I often term this ‘the art of acceptable compromise’: retaining the strategic objectives, but being flexible about how, over what timescales and in what way they are achieved. This is less a prescriptive approach and more an enabling one.
I suggest that there are three components that need to be considered in developing the right approach to differentiating your business:
1. The culture of your firm;
2. Its core competencies;
3. The commitment that will be required to effect the changes that will be needed to get you from where you are now to where you want to be.
Commitment has many facets, but, in my experience, the two most important for a professional services firm are leadership and a collective will.
To gain competitive advantage, the key is to find the best fit between culture and competencies on the one hand and opportunities, clients and competitors on the other. However, the door will only be unlocked when the required commitment is in place to make the necessary shift in position.

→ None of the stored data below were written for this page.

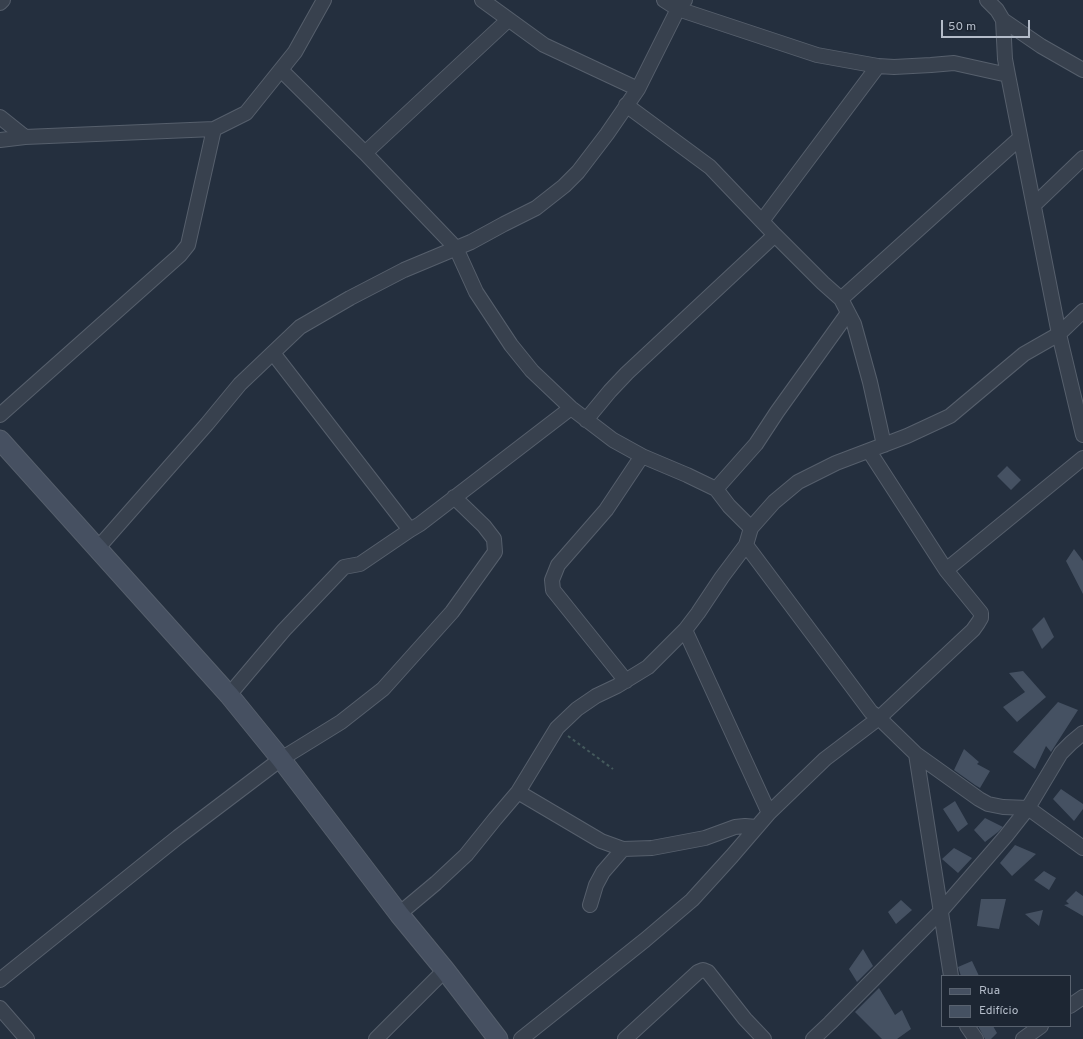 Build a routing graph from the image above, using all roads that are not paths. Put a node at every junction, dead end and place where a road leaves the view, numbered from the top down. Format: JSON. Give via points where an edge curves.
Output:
{"nodes":[{"id":1,"x":3,"y":0,"type":"edge"},
{"id":2,"x":324,"y":0,"type":"edge"},
{"id":3,"x":482,"y":0,"type":"edge"},
{"id":4,"x":664,"y":0,"type":"edge"},
{"id":5,"x":986,"y":0,"type":"edge"},
{"id":6,"x":0,"y":3,"type":"edge"},
{"id":7,"x":681,"y":4,"type":"edge"},
{"id":8,"x":508,"y":20,"type":"junction"},
{"id":9,"x":1003,"y":20,"type":"junction"},
{"id":10,"x":878,"y":66,"type":"junction"},
{"id":11,"x":281,"y":70,"type":"junction"},
{"id":12,"x":1083,"y":70,"type":"edge"},
{"id":13,"x":1008,"y":75,"type":"junction"},
{"id":14,"x":638,"y":89,"type":"junction"},
{"id":15,"x":626,"y":105,"type":"junction"},
{"id":16,"x":0,"y":117,"type":"edge"},
{"id":17,"x":214,"y":129,"type":"junction"},
{"id":18,"x":25,"y":137,"type":"junction"},
{"id":19,"x":1020,"y":138,"type":"junction"},
{"id":20,"x":0,"y":140,"type":"edge"},
{"id":21,"x":365,"y":153,"type":"junction"},
{"id":22,"x":1083,"y":158,"type":"edge"},
{"id":23,"x":1034,"y":205,"type":"junction"},
{"id":24,"x":762,"y":222,"type":"junction"},
{"id":25,"x":776,"y":235,"type":"junction"},
{"id":26,"x":456,"y":248,"type":"junction"},
{"id":27,"x":841,"y":299,"type":"junction"},
{"id":28,"x":1083,"y":311,"type":"edge"},
{"id":29,"x":848,"y":313,"type":"junction"},
{"id":30,"x":1059,"y":334,"type":"junction"},
{"id":31,"x":273,"y":353,"type":"junction"},
{"id":32,"x":571,"y":408,"type":"junction"},
{"id":33,"x":0,"y":415,"type":"edge"},
{"id":34,"x":586,"y":420,"type":"junction"},
{"id":35,"x":1083,"y":435,"type":"edge"},
{"id":36,"x":884,"y":445,"type":"junction"},
{"id":37,"x":3,"y":449,"type":"edge"},
{"id":38,"x":869,"y":451,"type":"junction"},
{"id":39,"x":642,"y":456,"type":"junction"},
{"id":40,"x":1083,"y":458,"type":"edge"},
{"id":41,"x":716,"y":489,"type":"junction"},
{"id":42,"x":454,"y":497,"type":"junction"},
{"id":43,"x":751,"y":528,"type":"junction"},
{"id":44,"x":410,"y":530,"type":"junction"},
{"id":45,"x":746,"y":545,"type":"junction"},
{"id":46,"x":97,"y":549,"type":"junction"},
{"id":47,"x":946,"y":570,"type":"junction"},
{"id":48,"x":685,"y":630,"type":"junction"},
{"id":49,"x":626,"y":681,"type":"junction"},
{"id":50,"x":229,"y":695,"type":"junction"},
{"id":51,"x":879,"y":718,"type":"junction"},
{"id":52,"x":1083,"y":733,"type":"edge"},
{"id":53,"x":916,"y":754,"type":"junction"},
{"id":54,"x":281,"y":759,"type":"junction"},
{"id":55,"x":518,"y":792,"type":"junction"},
{"id":56,"x":1028,"y":808,"type":"junction"},
{"id":57,"x":769,"y":814,"type":"junction"},
{"id":58,"x":757,"y":827,"type":"junction"},
{"id":59,"x":1083,"y":848,"type":"edge"},
{"id":60,"x":623,"y":849,"type":"junction"},
{"id":61,"x":590,"y":905,"type":"dead end"},
{"id":62,"x":940,"y":912,"type":"junction"},
{"id":63,"x":399,"y":914,"type":"junction"},
{"id":64,"x":445,"y":970,"type":"junction"},
{"id":65,"x":951,"y":975,"type":"edge"},
{"id":66,"x":0,"y":980,"type":"edge"},
{"id":67,"x":1083,"y":997,"type":"edge"},
{"id":68,"x":1071,"y":1005,"type":"edge"},
{"id":69,"x":0,"y":1008,"type":"edge"},
{"id":70,"x":968,"y":1027,"type":"edge"},
{"id":71,"x":1040,"y":1027,"type":"edge"},
{"id":72,"x":27,"y":1039,"type":"edge"},
{"id":73,"x":376,"y":1039,"type":"edge"},
{"id":74,"x":498,"y":1039,"type":"edge"},
{"id":75,"x":521,"y":1039,"type":"edge"},
{"id":76,"x":625,"y":1039,"type":"edge"},
{"id":77,"x":764,"y":1039,"type":"edge"},
{"id":78,"x":813,"y":1039,"type":"edge"},
{"id":79,"x":976,"y":1039,"type":"edge"},
{"id":80,"x":1023,"y":1039,"type":"edge"}],
"edges":[{"from":1,"to":6,"type":"street"},
{"from":2,"to":11,"type":"street","via":[[295,52]]},
{"from":3,"to":8,"type":"street"},
{"from":4,"to":7,"type":"street"},
{"from":5,"to":9,"type":"street"},
{"from":7,"to":10,"type":"street","via":[[817,55]]},
{"from":7,"to":14,"type":"street"},
{"from":8,"to":14,"type":"street","via":[[544,45]]},
{"from":8,"to":21,"type":"street"},
{"from":9,"to":12,"type":"street"},
{"from":9,"to":13,"type":"street"},
{"from":10,"to":13,"type":"street","via":[[954,63]]},
{"from":10,"to":24,"type":"street"},
{"from":11,"to":17,"type":"street","via":[[246,113]]},
{"from":11,"to":21,"type":"street"},
{"from":13,"to":19,"type":"street"},
{"from":14,"to":15,"type":"street"},
{"from":15,"to":24,"type":"street","via":[[710,167]]},
{"from":15,"to":26,"type":"street","via":[[578,172],[564,186],[536,208]]},
{"from":16,"to":18,"type":"street"},
{"from":17,"to":18,"type":"street"},
{"from":17,"to":33,"type":"street","via":[[188,245],[180,255]]},
{"from":18,"to":20,"type":"street"},
{"from":19,"to":23,"type":"street"},
{"from":19,"to":27,"type":"street"},
{"from":21,"to":26,"type":"street"},
{"from":22,"to":23,"type":"street"},
{"from":23,"to":30,"type":"street"},
{"from":24,"to":25,"type":"street"},
{"from":25,"to":27,"type":"street"},
{"from":25,"to":34,"type":"street","via":[[627,373]]},
{"from":26,"to":31,"type":"street","via":[[404,270],[350,298],[300,327]]},
{"from":26,"to":32,"type":"street","via":[[476,292],[511,345],[532,371]]},
{"from":27,"to":29,"type":"street"},
{"from":28,"to":30,"type":"street"},
{"from":29,"to":36,"type":"street","via":[[854,324],[870,382]]},
{"from":29,"to":41,"type":"street","via":[[756,444]]},
{"from":30,"to":35,"type":"street"},
{"from":30,"to":36,"type":"street","via":[[1024,354],[950,416]]},
{"from":31,"to":44,"type":"street"},
{"from":31,"to":46,"type":"street","via":[[240,384]]},
{"from":32,"to":34,"type":"street"},
{"from":32,"to":42,"type":"street"},
{"from":34,"to":39,"type":"street","via":[[613,440]]},
{"from":36,"to":38,"type":"street"},
{"from":37,"to":46,"type":"street"},
{"from":38,"to":43,"type":"street","via":[[836,463],[798,482],[774,502]]},
{"from":38,"to":47,"type":"street"},
{"from":39,"to":41,"type":"street"},
{"from":39,"to":49,"type":"street","via":[[606,510],[558,565],[552,580],[553,590]]},
{"from":40,"to":47,"type":"street"},
{"from":41,"to":43,"type":"street","via":[[728,506]]},
{"from":42,"to":44,"type":"street"},
{"from":42,"to":54,"type":"street","via":[[494,539],[495,552],[452,612],[382,688],[342,722]]},
{"from":43,"to":45,"type":"street"},
{"from":44,"to":50,"type":"street","via":[[360,564],[344,568],[284,630]]},
{"from":45,"to":48,"type":"street"},
{"from":45,"to":51,"type":"street","via":[[871,712]]},
{"from":46,"to":50,"type":"street"},
{"from":47,"to":51,"type":"street","via":[[981,613],[981,618],[973,630]]},
{"from":48,"to":49,"type":"street","via":[[648,667]]},
{"from":48,"to":57,"type":"street"},
{"from":49,"to":55,"type":"street","via":[[596,696],[557,728]]},
{"from":50,"to":54,"type":"street"},
{"from":51,"to":53,"type":"street"},
{"from":51,"to":57,"type":"street","via":[[825,759]]},
{"from":52,"to":56,"type":"street","via":[[1061,753]]},
{"from":53,"to":56,"type":"street","via":[[988,804]]},
{"from":53,"to":62,"type":"street"},
{"from":54,"to":63,"type":"street"},
{"from":54,"to":66,"type":"street","via":[[178,837]]},
{"from":55,"to":60,"type":"street","via":[[601,841]]},
{"from":55,"to":63,"type":"street","via":[[466,855]]},
{"from":56,"to":59,"type":"street"},
{"from":56,"to":62,"type":"street"},
{"from":57,"to":58,"type":"street"},
{"from":58,"to":60,"type":"street","via":[[735,827],[705,838],[652,848]]},
{"from":58,"to":75,"type":"street","via":[[692,900]]},
{"from":60,"to":61,"type":"street","via":[[603,872],[596,884]]},
{"from":62,"to":65,"type":"street"},
{"from":62,"to":78,"type":"street"},
{"from":63,"to":64,"type":"street"},
{"from":64,"to":73,"type":"street"},
{"from":64,"to":74,"type":"street"},
{"from":67,"to":68,"type":"street"},
{"from":69,"to":72,"type":"street"},
{"from":70,"to":79,"type":"street"},
{"from":71,"to":80,"type":"street"},
{"from":76,"to":77,"type":"street","via":[[703,970],[708,972]]}]}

This shift will almost always be difficult and will mean everybody, to a greater or lesser degree, operating outside of his or her comfort zone.

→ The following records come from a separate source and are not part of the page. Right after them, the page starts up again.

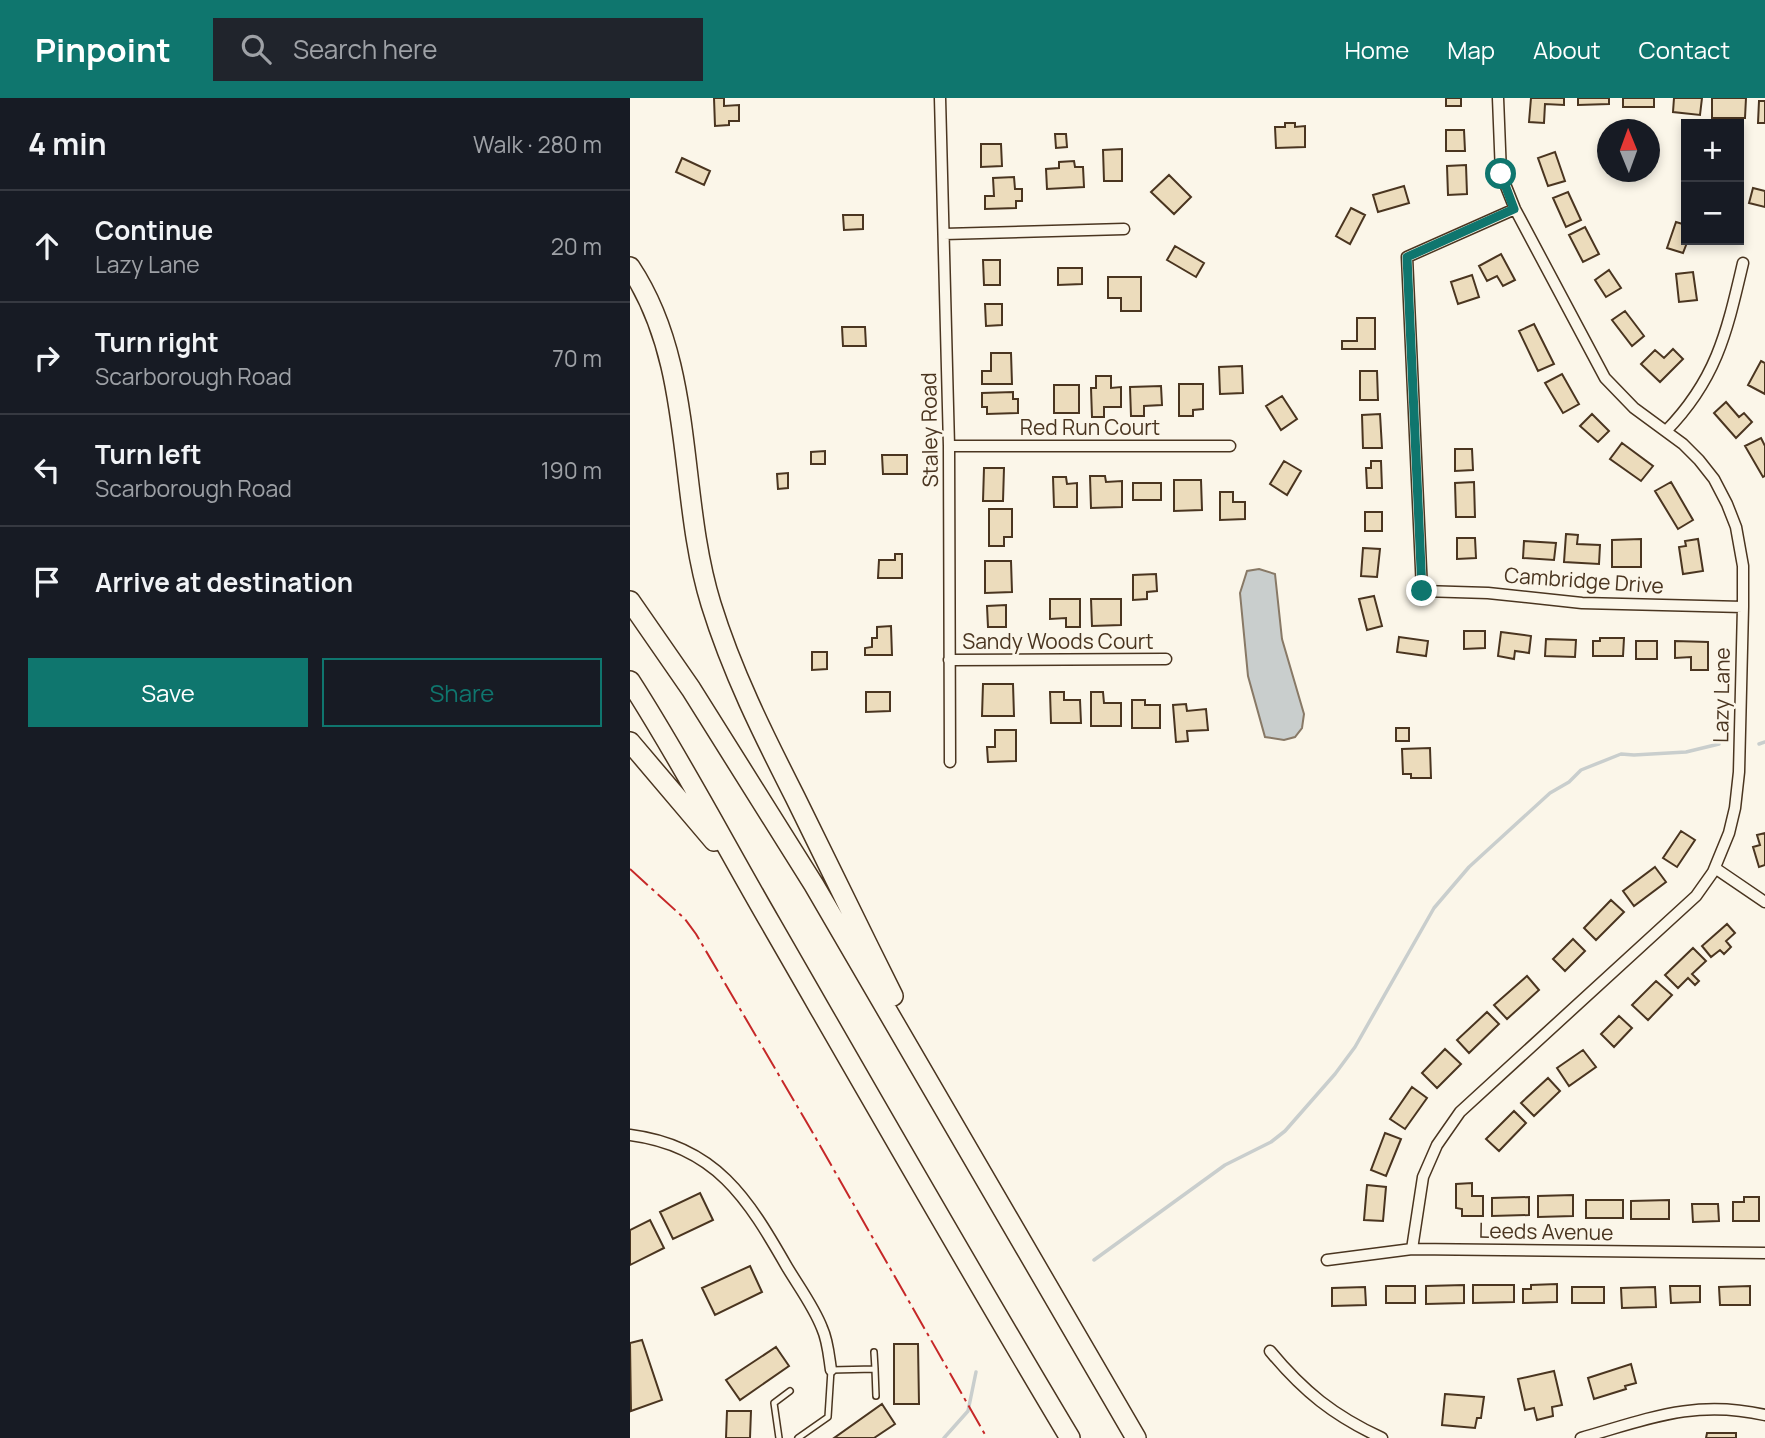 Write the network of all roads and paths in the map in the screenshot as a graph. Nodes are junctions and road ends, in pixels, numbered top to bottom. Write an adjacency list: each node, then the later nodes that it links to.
1 (940, 98): 5 (street, Staley Road)
2 (1498, 98): 3 (street, Lazy Lane)
3 (1514, 209): 8 (street, Lazy Lane); 12 (street, Cambridge Drive)
4 (1124, 229): 5 (street)
5 (944, 234): 9 (street, Staley Road)
6 (1743, 263): 8 (street)
7 (630, 267): 22 (highway)
8 (1666, 431): 12 (street, Lazy Lane)
9 (949, 446): 10 (street, Red Run Court); 14 (street, Staley Road)
10 (1230, 446)
11 (630, 601): 22 (highway)
12 (1743, 607): 18 (street, Lazy Lane)
13 (1166, 659): 14 (street, Sandy Woods Court)
14 (949, 660): 17 (street, Staley Road)
15 (630, 681): 19 (highway)
16 (630, 742): 19 (highway)
17 (950, 762)
18 (1715, 868): 20 (street); 23 (street, Lazy Lane)
19 (745, 880): 35 (highway)
20 (1765, 902)
21 (630, 1135): 29 (street)
22 (965, 1142): 36 (highway)
23 (1412, 1249): 24 (street, Leeds Avenue); 25 (street, Leeds Avenue)
24 (1765, 1253)
25 (1327, 1260)
26 (1270, 1351): 37 (street)
27 (874, 1352): 28 (lane)
28 (875, 1369): 29 (lane); 31 (lane)
29 (831, 1370): 34 (lane)
30 (790, 1391): 33 (lane)
31 (876, 1396)
32 (1765, 1415): 38 (street)
33 (779, 1438)
34 (798, 1438)
35 (1069, 1438)
36 (1136, 1438)
37 (1382, 1438)
38 (1581, 1438)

The cultural web: How things really happen around here
The cultural web is a model that I find very useful in distilling the key issues that any organisation – especially professional services – faces (see figure one). It’s a model that was proposed by Kevan Scholes and Gerry Johnson in their book Exploring Corporate Strategy (FT Prentice Hall, August 2003).
In broad terms, the things in the bottom three circles comprise the things that management like: control, structure and systems. They are tangible and can easily be put in place and measured. This is macho-management stuff – the meat and potatoes of business schools. We can differentiate here, but we can also be easily copied.

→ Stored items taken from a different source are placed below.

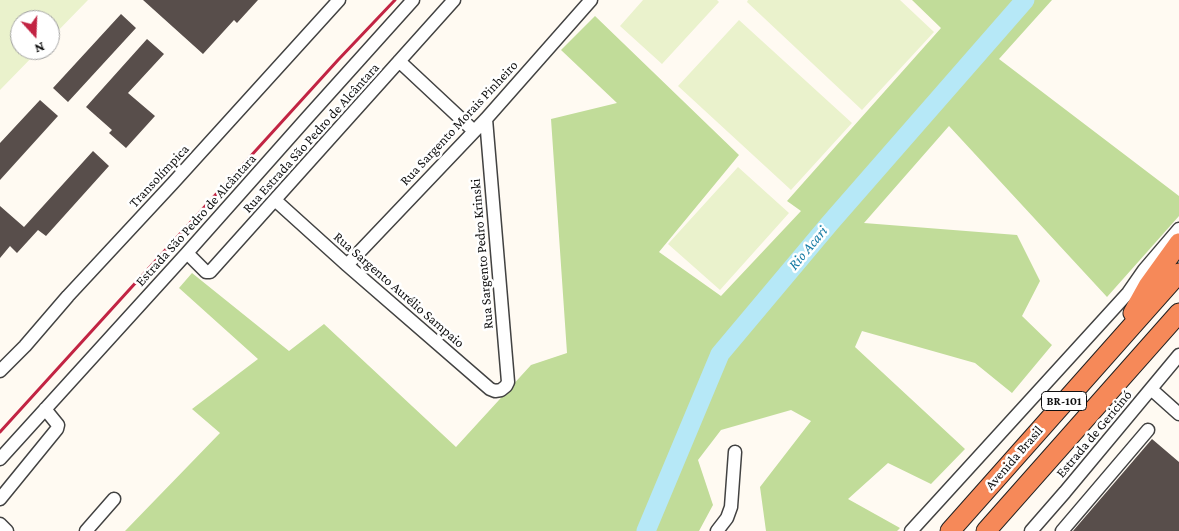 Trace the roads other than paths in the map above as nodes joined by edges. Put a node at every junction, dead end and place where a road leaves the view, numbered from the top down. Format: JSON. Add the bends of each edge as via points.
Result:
{"nodes":[{"id":1,"x":339,"y":0,"type":"edge"},
{"id":2,"x":413,"y":0,"type":"edge"},
{"id":3,"x":454,"y":0,"type":"edge"},
{"id":4,"x":592,"y":0,"type":"edge"},
{"id":5,"x":399,"y":61,"type":"junction"},
{"id":6,"x":486,"y":119,"type":"junction"},
{"id":7,"x":474,"y":131,"type":"junction"},
{"id":8,"x":275,"y":200,"type":"junction"},
{"id":9,"x":1179,"y":230,"type":"edge"},
{"id":10,"x":1179,"y":243,"type":"edge"},
{"id":11,"x":187,"y":254,"type":"junction"},
{"id":12,"x":347,"y":265,"type":"junction"},
{"id":13,"x":1179,"y":273,"type":"edge"},
{"id":14,"x":1179,"y":313,"type":"edge"},
{"id":15,"x":1120,"y":338,"type":"junction"},
{"id":16,"x":1179,"y":355,"type":"edge"},
{"id":17,"x":0,"y":372,"type":"edge"},
{"id":18,"x":506,"y":386,"type":"joint"},
{"id":19,"x":1151,"y":389,"type":"junction"},
{"id":20,"x":45,"y":409,"type":"junction"},
{"id":21,"x":1179,"y":414,"type":"edge"},
{"id":22,"x":1148,"y":430,"type":"dead end"},
{"id":23,"x":735,"y":452,"type":"dead end"},
{"id":24,"x":0,"y":459,"type":"edge"},
{"id":25,"x":0,"y":499,"type":"edge"},
{"id":26,"x":114,"y":499,"type":"dead end"},
{"id":27,"x":0,"y":524,"type":"edge"},
{"id":28,"x":7,"y":531,"type":"edge"},
{"id":29,"x":86,"y":531,"type":"edge"},
{"id":30,"x":717,"y":531,"type":"edge"},
{"id":31,"x":911,"y":531,"type":"edge"},
{"id":32,"x":950,"y":531,"type":"edge"},
{"id":33,"x":986,"y":531,"type":"edge"},
{"id":34,"x":1031,"y":531,"type":"edge"},
{"id":35,"x":1062,"y":531,"type":"edge"}],
"edges":[{"from":1,"to":17,"type":"street","name":"Transolímpica"},
{"from":2,"to":11,"type":"street","name":"Estrada São Pedro de Alcântara"},
{"from":3,"to":5,"type":"street","name":"Rua Estrada São Pedro de Alcântara"},
{"from":4,"to":6,"type":"street","name":"Rua Sargento Morais Pinheiro"},
{"from":5,"to":7,"type":"street"},
{"from":5,"to":8,"type":"street","name":"Rua Estrada São Pedro de Alcântara"},
{"from":6,"to":7,"type":"street","name":"Rua Sargento Morais Pinheiro"},
{"from":6,"to":18,"type":"street","name":"Rua Sargento Pedro Krinski"},
{"from":7,"to":12,"type":"street","name":"Rua Sargento Morais Pinheiro"},
{"from":8,"to":11,"type":"street","name":"Rua Estrada São Pedro de Alcântara","via":[[210,272]]},
{"from":8,"to":12,"type":"street","name":"Rua Sargento Aurélio Sampaio"},
{"from":9,"to":31,"type":"street","via":[[1128,293]]},
{"from":10,"to":15,"type":"highway","via":[[1148,286]]},
{"from":11,"to":20,"type":"street","name":"Estrada São Pedro de Alcântara"},
{"from":12,"to":18,"type":"street","name":"Rua Sargento Aurélio Sampaio","via":[[490,389],[502,390]]},
{"from":13,"to":15,"type":"highway","name":"Avenida Brasil","number":"BR-101"},
{"from":14,"to":33,"type":"highway","name":"Avenida Brasil","number":"BR-101"},
{"from":15,"to":32,"type":"highway","name":"Avenida Brasil","number":"BR-101"},
{"from":16,"to":19,"type":"street","name":"Estrada de Gericinó"},
{"from":19,"to":21,"type":"street"},
{"from":19,"to":34,"type":"street","name":"Estrada de Gericinó"},
{"from":20,"to":24,"type":"street","name":"Estrada São Pedro de Alcântara"},
{"from":20,"to":25,"type":"street","via":[[58,424],[57,429]]},
{"from":22,"to":35,"type":"street"},
{"from":23,"to":30,"type":"street","via":[[732,507]]},
{"from":26,"to":29,"type":"street"},
{"from":27,"to":28,"type":"street"}]}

The content of the upper three circles is much trickier for management. These are the intangibles, the cultural things. Arguably, these are the things that actually drive the business. Often the issue is not what the rules are; it is more about the stories and legends surrounding how these rules work in practice and the behaviours displayed by the heroes and villains. These are the behaviours and values that are perceived to be actually rewarded and punished by the organisation. They send much more powerful messages to staff than glossy brochures and internal-communications programmes about what the firm holds dear. If the behaviour that is rewarded, or perhaps that which goes unpunished, is at odds with the espoused values or rules of the business, then management has a serious problem to address. The upper three circles represent the ‘people stuff’ that many professional firms find most difficult to deal with and yet in which lies the source of real differentiation and competitive advantage.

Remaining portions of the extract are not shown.